Family-ism, the Heresy of Our Age

Assuming that Christianity is still a relevant force several centuries into the future, I believe that future theologians will look at our generation’s obsession with “family values” in the same way that the Manichieans or Catharism are regarded today, namely as a set of extreme and dangerous views that condemned normal life in the physical universe. I say this because the current Catholic church’s obsession with heterosexual marriage, rigid gender roles, extreme pro-natalism, and over-romantization of childbirth and parenthood would have been very foreign to previous iterations of the institution.

One reason why pagan Romans thought that early Christians were so weird and subversive is because the former rejected age-old Roman civic traditions, such as the belief in the maintaining the community through unbroken family lines and the requirement for aristocratic Romans to finance lavish building projects. The idea of short-term celibacy to achieve certain personal goals was not foreign to the Greco-Roman world (you see it a lot in the Stoics and in some of the Middle and Neo-Platonics), but the early Christian view that the entire endeavor of marriage and childbirth were pointless distractions would have seemed downright suicidal to traditional Romans. Yet, to early Christians, it would have been the height of folly to place their hopes on shallow, temporal concerns like progeny and civic pride.

The views of the early Church Fathers about marriage ranged from accepting it as a nessesary evil to prevent uncontrolled fornication among the hoi polloi (e.g., Clement of Alexandria) to those who thought that even marital sex was a sin. The most extreme of those in the latter camp was probably Jerome, who said that the only good thing about marriage was that it produced more virgins, and that Adam and Eve would have been perpetual virgins had the Fall never happened. The popularity of the monastic life in pre-modern times stemmed from the fact that the various “rules” promised a clear way to avoid a lengthy stay in Hell, whereas the married life appeared to be littered with too many worldly distractions and no clear route to Heaven.

The point I’m trying to make is that the Catholic church’s current obsession with protecting the nuclear, heterosexual, middle class family and having lots of legitimate babies is very anachronistic, considering that for most of its history it has taught that marriage automatically puts one on the spiritual B-team. This “Theology of the Body” business, in which Catholic couples are promised lots of hot, metaphysically charged sex within the confines of a sacramental heterosexual marriage, would have horrified Church Fathers like Jerome and Augustine of Hippo, neither of whom would have been willing to put such a positive spin on sex, marital or otherwise.

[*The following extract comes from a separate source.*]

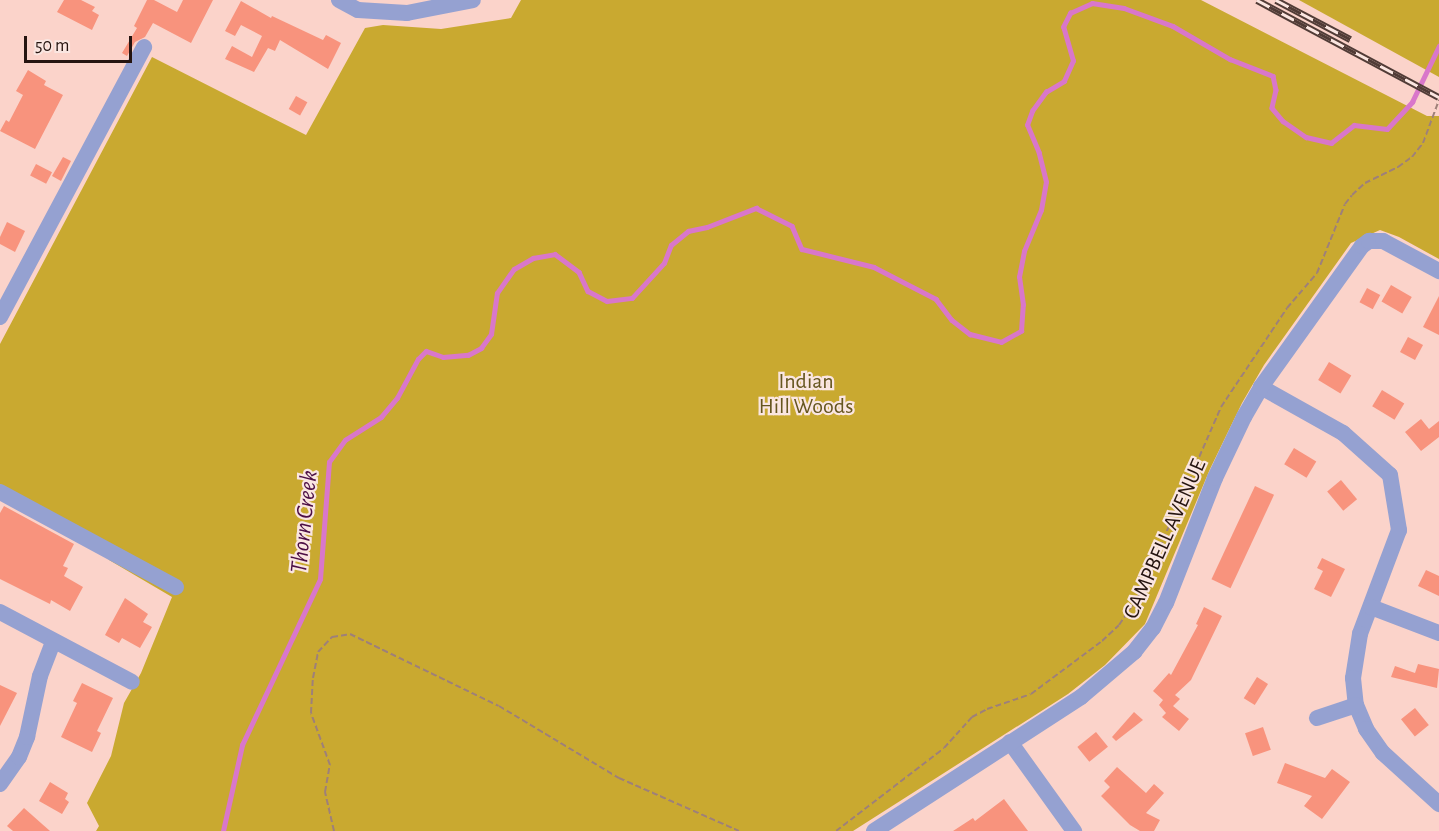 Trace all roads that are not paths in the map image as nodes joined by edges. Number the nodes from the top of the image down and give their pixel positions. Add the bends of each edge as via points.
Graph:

I suspect that this new emphasis on “family values” is based on the unpleasant reality that the religious and priestly lifestyles are never going to be as popular as they once were, so the nuclear family has to be the new laboratory for holiness, rather than the seminary, convent, or the monastery. Based on my observations of the families at St F, I don’t think this is going to be very successful, since these bunker-like “Humanae Vitae” inspired familial units seem to only be good at mass producing fringe followers who can only function within the conservotrad bubble, rather than “saints.”

The otherworldly focus of early and medieval Christians was such that they voluntarily supported a clergy “unstained” by sex and saw nothing unusual about ostensibly celibate men giving them advice about marriage and child-rearing, but I think that the tide is starting to turn on this front, at least in the West. The spectacle of the recent Synod on the Family, in which a bunch of elderly men with no known experience as husbands or fathers tell the rest of us how to run our own lives, isn’t likely to inspire confidence about the church and “family values” except among the already converted. Somehow I can’t imagine the hierarchy in the early, medieval, or Renaissance era church caring enough about the lives of the married laity to convene such a Synod, but then again, in those days the church had total control over the cultural narrative, something that doesn’t exist today.